Evidenze ed esempi: da dove possono venire risultati “buoni”

Un esempio realistico aiuta a chiarire le trappole tipiche:

  • Supponiamo che un EA appaia forte in un mese di dati storici perché l’andamento del mercato corrispondeva alla sua logica. Se tale logica dipende da un momentum costante, le stesse regole possono performare male in regimi laterali o volatili.

  • Supponiamo che il backtest ignori o sottovaluti i costi di transazione. Nel trading reale, gli spread e le commissioni riducono i rendimenti, e lo slippage modifica i prezzi di ingresso/uscita. Un backtest che non include costi realistici può esagerare i risultati.

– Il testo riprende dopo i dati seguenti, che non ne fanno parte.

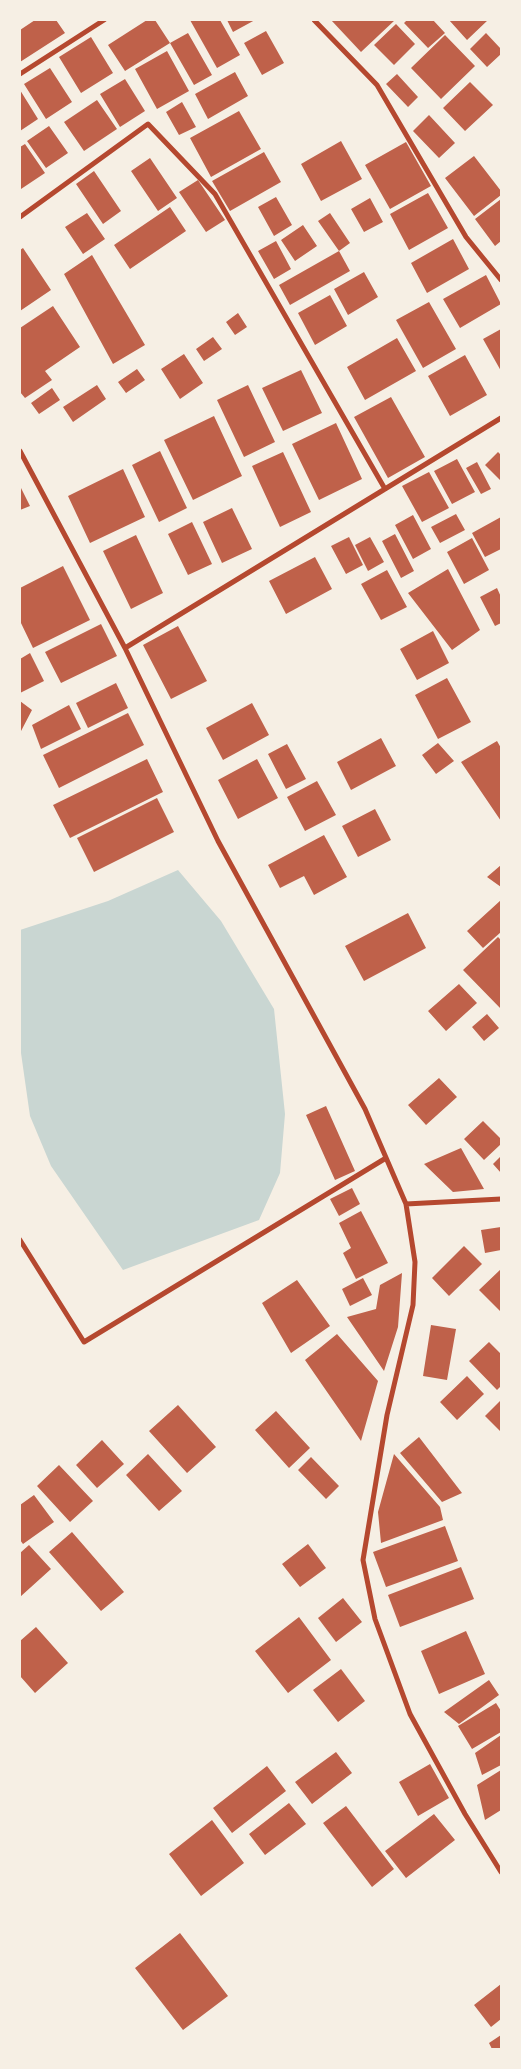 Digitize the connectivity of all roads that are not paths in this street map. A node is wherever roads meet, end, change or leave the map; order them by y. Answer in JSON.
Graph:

  • Supponiamo che i parametri dell’EA siano stati ripetutamente aggiustati per massimizzare i risultati su un singolo dataset. Questo può creare una soluzione overfittata: “apprende” anomalie del passato invece del comportamento generale del mercato.

Limitazioni materiali e modalità di fallimento

I principianti dovrebbero considerare i risultati del backtesting come condizionati dalle ipotesi. Le limitazioni includono:

  1. Cambiamento del regime di mercato
    Le relazioni che si sono manifestate in passato spesso non persistono. Anche se le regole della strategia rimangono le stesse, il comportamento del mercato può cambiare.

  2. Differenza nell’esecuzione
    Le ipotesi del backtesting su riempimento ordini, slippage e attivazione di stop/target possono differire dall’esecuzione reale.

  3. Qualità e campionamento dei dati
    I dati storici potrebbero non replicare esattamente la sequenza di tick o barre attesa dall’EA. Questo può alterare i valori degli indicatori e il timing dei segnali.

  4. Overfitting
    Se l’ottimizzazione dei parametri, la scelta degli indicatori o dei filtri viene ripetuta su un singolo periodo, la strategia può diventare fragile.

  5. Survivorship e selection bias (quando applicabile)
    Se il test utilizza finestre temporali selezionate (ad esempio, solo periodi “di successo”), i risultati possono essere distorti.

Come verificare autonomamente i fatti rilevanti

Un punto di controllo pratico è verificare che il backtest risponda a una domanda verificabile sotto ipotesi esplicite.

Considera questi passaggi di verifica:

  • Ripeti il test utilizzando input coerenti.
    Verifica se lo stesso dataset storico e le stesse impostazioni dell’EA producono gli stessi risultati.

  • Usa più periodi non sovrapposti.
    Testare su anni diversi (o almeno condizioni di mercato diverse) aiuta a capire se i risultati dipendono da un singolo regime.

  • Includi costi ed esecuzione realistici.
    Se il backtest non modella costi come commissioni e spread (e non include ipotesi di slippage quando rilevante), considera i risultati incompleti.

  • Fai test di stress sulle sensibilità.
    Se piccole variazioni ai parametri o alla modellizzazione dell’esecuzione cambiano drasticamente l’esito, ciò indica fragilità.

  • Confronta logica di training e validazione.
    Se i parametri sono stati ottimizzati su un periodo, validali su un periodo separato non usato per l’ottimizzazione.